BTC/USD day by day chart. Supply: TradingView

Nonetheless, merchants who purchased after the golden cross shaped could have suffered fast losses as the pair plummeted to $3,858 just some days later. This reveals how merchants could typically get caught on the mistaken foot by simply shopping for after the golden cross.

Associated: Uncertain about shopping for the dip? This key buying and selling indicator makes it simpler

Filters can when the golden cross throws a false sign

Merchants might keep away from shopping for if the golden cross types when the 200-day SMA continues to be sloping down. They will await the 200-day SMA to flatten out or flip up earlier than shopping for as which will cut back the whipsaws.

EOS/USDT day by day chart. Supply: TradingView

For instance, EOS shaped a golden cross sample on Feb. 8, 2020 when the value was at $4.76. This value cleared the filter as the 200-day SMA had flattened out. Nonetheless, had merchants taken the commerce, it might have changed into a loss as the EOS/USDT pair topped out at $5.49 on Feb. 17, 2020, after which plunged sharply to $1.35 on March 13, 2020.

The second golden cross on Aug. 22, 2020, didn’t clear the filter as the 200-day SMA was sloping down when the sample shaped. This might have saved the bulls from getting sucked into this commerce.

The third golden cross on Dec. 12, 2020, cleared the filter however it might have hit the stop-loss because it breached the robust assist at $2.20 on Dec. 23, 2020. Lastly, the fourth golden cross that shaped on Feb. 08, 2021, turned out to be worthwhile.
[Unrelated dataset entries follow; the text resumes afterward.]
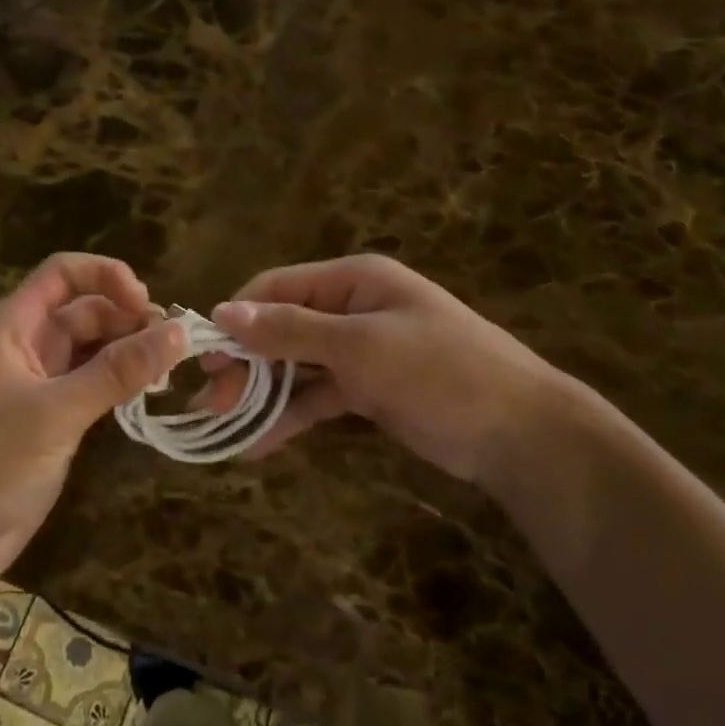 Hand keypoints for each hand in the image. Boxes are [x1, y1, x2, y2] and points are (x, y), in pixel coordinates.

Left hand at [0, 253, 188, 586]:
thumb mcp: (54, 413)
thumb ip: (116, 372)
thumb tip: (178, 332)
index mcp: (9, 328)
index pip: (62, 274)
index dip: (107, 276)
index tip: (147, 305)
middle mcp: (22, 348)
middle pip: (82, 311)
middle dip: (127, 319)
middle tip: (174, 346)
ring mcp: (34, 386)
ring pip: (89, 350)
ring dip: (127, 352)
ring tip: (168, 370)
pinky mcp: (45, 422)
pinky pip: (88, 386)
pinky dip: (117, 384)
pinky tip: (147, 395)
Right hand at [200, 254, 585, 484]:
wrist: (521, 433)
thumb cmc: (442, 372)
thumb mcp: (362, 346)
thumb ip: (291, 331)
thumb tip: (223, 312)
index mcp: (352, 280)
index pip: (276, 288)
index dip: (237, 319)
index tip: (203, 359)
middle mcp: (351, 308)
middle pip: (280, 328)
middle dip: (245, 363)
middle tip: (212, 404)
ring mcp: (360, 351)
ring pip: (295, 366)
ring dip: (261, 393)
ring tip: (224, 426)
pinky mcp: (368, 390)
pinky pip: (317, 397)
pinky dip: (290, 417)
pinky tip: (258, 445) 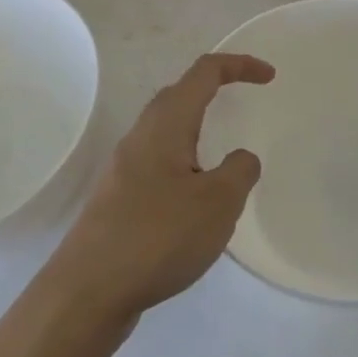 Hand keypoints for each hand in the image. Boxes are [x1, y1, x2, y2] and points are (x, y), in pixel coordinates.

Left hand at [48, 53, 271, 323]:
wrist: (87, 291)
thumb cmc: (158, 236)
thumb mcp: (218, 203)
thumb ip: (239, 171)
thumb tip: (241, 158)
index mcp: (166, 124)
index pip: (204, 73)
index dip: (239, 66)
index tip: (269, 76)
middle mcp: (141, 136)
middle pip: (179, 95)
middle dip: (213, 89)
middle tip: (244, 102)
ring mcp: (124, 168)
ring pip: (166, 132)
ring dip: (197, 129)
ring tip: (224, 159)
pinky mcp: (118, 199)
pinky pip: (158, 164)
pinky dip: (184, 165)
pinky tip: (195, 202) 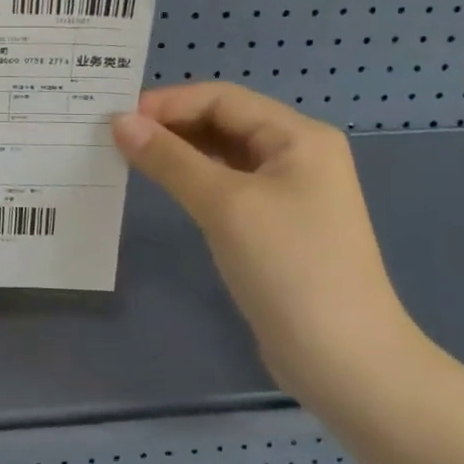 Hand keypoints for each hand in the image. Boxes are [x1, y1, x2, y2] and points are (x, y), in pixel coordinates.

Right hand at [112, 82, 420, 398]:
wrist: (346, 364)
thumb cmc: (290, 268)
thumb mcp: (224, 205)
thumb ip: (170, 159)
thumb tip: (119, 122)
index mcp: (298, 137)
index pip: (223, 99)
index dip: (169, 103)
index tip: (117, 117)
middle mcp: (297, 155)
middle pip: (224, 122)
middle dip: (171, 125)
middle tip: (116, 136)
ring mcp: (289, 192)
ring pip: (223, 155)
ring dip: (179, 152)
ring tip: (130, 156)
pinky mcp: (276, 226)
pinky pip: (227, 186)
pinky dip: (193, 180)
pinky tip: (163, 186) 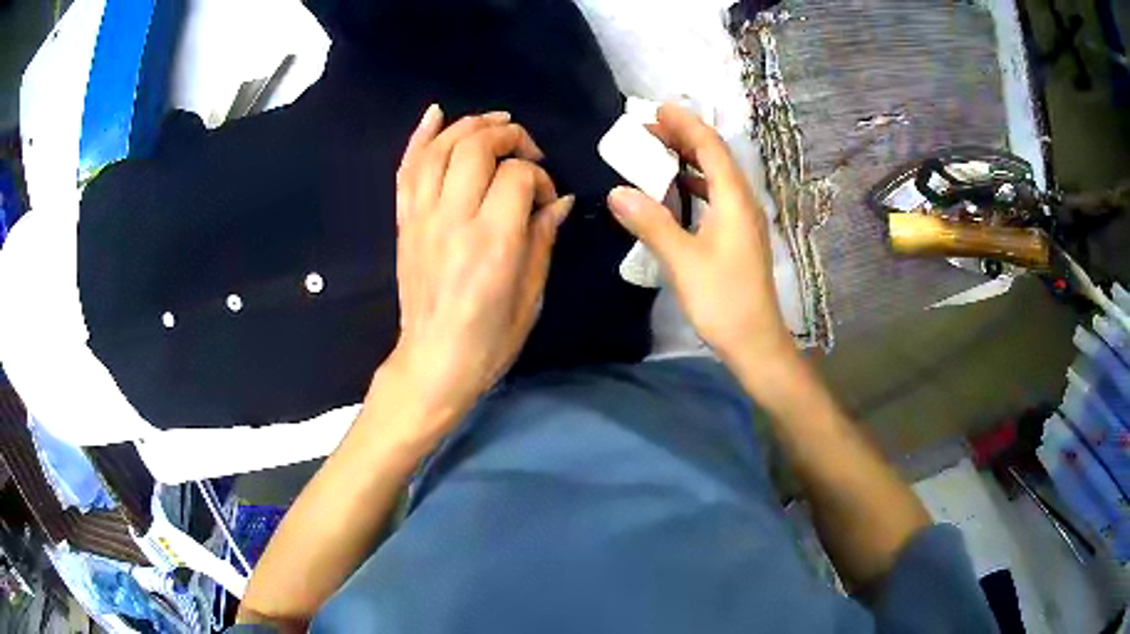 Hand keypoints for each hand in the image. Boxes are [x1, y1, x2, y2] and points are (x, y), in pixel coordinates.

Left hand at [384, 104, 573, 434]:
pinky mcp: (405, 222)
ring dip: (469, 126)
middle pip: (476, 148)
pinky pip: (407, 169)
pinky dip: (420, 137)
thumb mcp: (532, 294)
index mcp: (493, 241)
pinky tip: (436, 113)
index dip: (540, 177)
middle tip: (526, 149)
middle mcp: (453, 219)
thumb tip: (559, 201)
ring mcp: (422, 218)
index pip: (518, 176)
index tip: (547, 199)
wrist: (434, 361)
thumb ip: (543, 238)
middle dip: (507, 135)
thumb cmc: (491, 338)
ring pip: (440, 149)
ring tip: (494, 123)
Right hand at [607, 103, 793, 371]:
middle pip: (716, 156)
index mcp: (733, 200)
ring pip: (718, 176)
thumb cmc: (723, 300)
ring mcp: (744, 220)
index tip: (657, 109)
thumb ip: (651, 223)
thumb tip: (617, 191)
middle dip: (685, 137)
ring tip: (659, 151)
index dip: (686, 124)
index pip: (711, 147)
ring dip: (690, 159)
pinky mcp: (739, 237)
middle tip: (650, 128)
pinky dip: (696, 184)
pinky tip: (679, 190)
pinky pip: (717, 196)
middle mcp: (743, 202)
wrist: (755, 342)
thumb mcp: (683, 261) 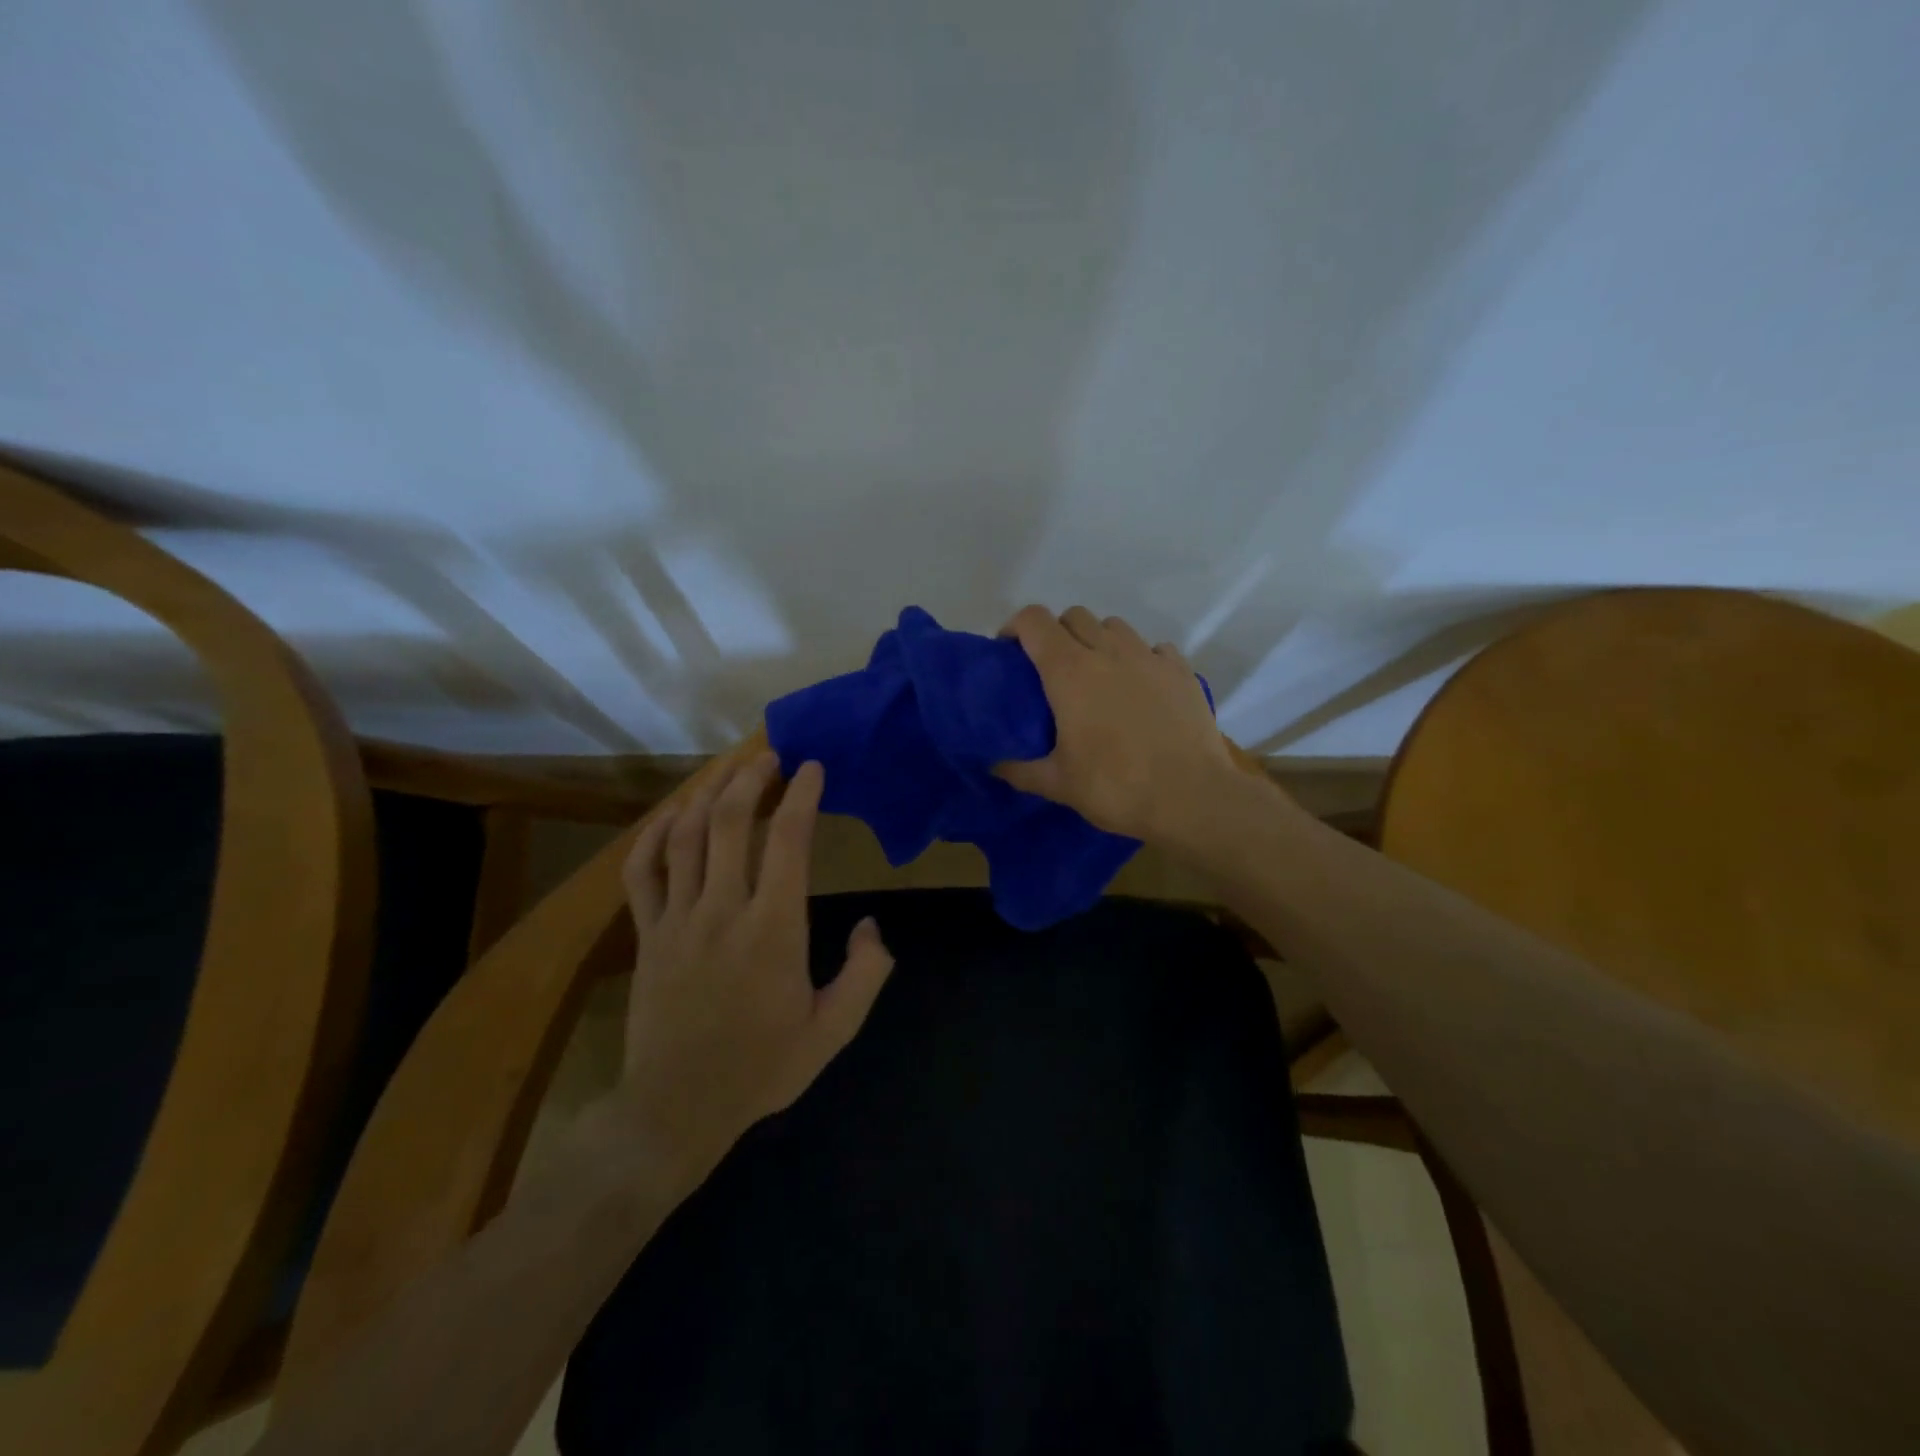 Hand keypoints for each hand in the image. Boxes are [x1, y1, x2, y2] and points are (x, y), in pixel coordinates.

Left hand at [608, 751, 893, 1182]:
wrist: (676, 1108)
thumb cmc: (762, 1067)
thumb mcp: (833, 1031)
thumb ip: (865, 974)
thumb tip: (872, 926)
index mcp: (773, 929)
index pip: (787, 841)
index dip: (801, 795)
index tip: (813, 767)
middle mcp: (722, 910)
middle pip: (730, 822)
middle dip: (752, 777)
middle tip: (770, 754)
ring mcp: (677, 919)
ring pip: (685, 835)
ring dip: (707, 793)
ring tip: (728, 769)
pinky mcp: (647, 934)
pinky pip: (642, 871)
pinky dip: (654, 834)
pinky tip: (672, 815)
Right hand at [995, 605, 1236, 846]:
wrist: (1191, 797)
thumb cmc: (1115, 786)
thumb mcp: (1058, 784)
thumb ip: (1020, 770)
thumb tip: (994, 766)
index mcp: (1069, 671)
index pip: (1034, 620)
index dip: (1016, 628)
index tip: (1011, 653)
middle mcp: (1107, 651)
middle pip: (1074, 616)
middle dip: (1057, 633)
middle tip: (1053, 671)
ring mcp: (1148, 657)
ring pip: (1114, 626)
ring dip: (1098, 641)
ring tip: (1098, 676)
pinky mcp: (1181, 671)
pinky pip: (1153, 648)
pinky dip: (1140, 659)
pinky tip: (1140, 689) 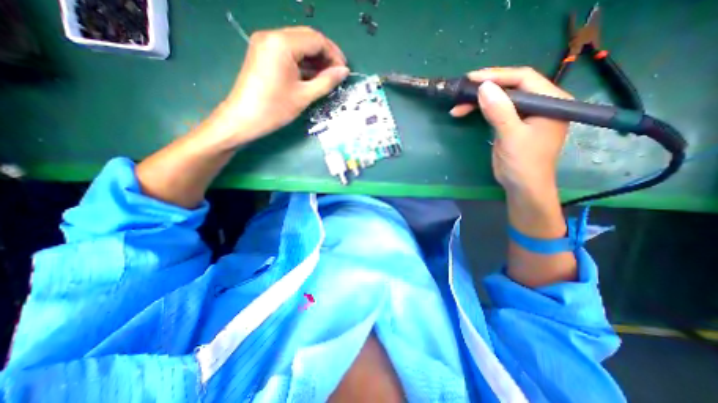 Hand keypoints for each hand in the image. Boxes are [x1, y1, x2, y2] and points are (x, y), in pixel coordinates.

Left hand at [215, 27, 351, 142]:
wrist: (243, 119)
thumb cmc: (275, 109)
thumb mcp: (304, 96)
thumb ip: (326, 81)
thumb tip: (344, 71)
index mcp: (282, 44)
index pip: (316, 40)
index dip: (334, 54)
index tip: (344, 71)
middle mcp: (272, 36)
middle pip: (307, 38)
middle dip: (325, 54)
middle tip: (337, 73)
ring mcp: (265, 43)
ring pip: (298, 44)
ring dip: (315, 58)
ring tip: (327, 77)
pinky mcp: (263, 53)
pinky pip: (288, 52)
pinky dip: (302, 62)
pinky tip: (312, 75)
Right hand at [448, 66, 572, 194]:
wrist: (522, 187)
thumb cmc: (523, 163)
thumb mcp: (512, 136)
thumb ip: (500, 111)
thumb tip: (484, 87)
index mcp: (551, 100)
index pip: (523, 78)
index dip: (497, 76)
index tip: (472, 78)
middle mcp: (541, 103)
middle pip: (511, 86)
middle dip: (485, 88)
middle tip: (462, 91)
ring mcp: (525, 114)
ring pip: (501, 98)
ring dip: (479, 101)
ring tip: (458, 106)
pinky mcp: (513, 123)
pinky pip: (496, 110)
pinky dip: (480, 111)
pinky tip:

The above instance reveals that when the value is caught in a variety, the golden cross doesn’t act as the ultimate indicator. Subsequently, merchants could add one other filter to purchase solely after the value breaks out of the vary. This will likely cut back the whipsaws additional and assist merchants purchase solely in uptrends.

When a cryptocurrency is in a downtrend, merchants could await the golden cross to happen earlier than beginning their purchases. This might preserve merchants out of bother in a falling market.

After the golden cross sustains and a brand new uptrend is confirmed, merchants could search for shopping for alternatives. Amongst the many potentialities, one which was highlighted in an earlier article to purchase on dips to the 20-day EMA or the 50-day SMA might come in useful.

Key takeaways

A golden cross can affirm {that a} downtrend has ended and a brand new uptrend might have begun. Till a golden cross types, long-term traders could keep away from cherry-picking as which will lead to losses in a downtrend.

Nonetheless, like each different sample, the golden cross isn’t good. It could lead to whipsaws if the coin enters a consolidation throughout the bottoming formation. Subsequently, merchants should take precautions to keep away from being sucked into bull traps.

As soon as the uptrend is established after the golden cross, merchants could search for shopping for alternatives and stick with the trend until a reversal is signaled.

The views and opinions expressed right here are solely these of the writer and don’t essentially replicate the views of Each funding and buying and selling transfer entails threat, you need to conduct your personal analysis when making a choice.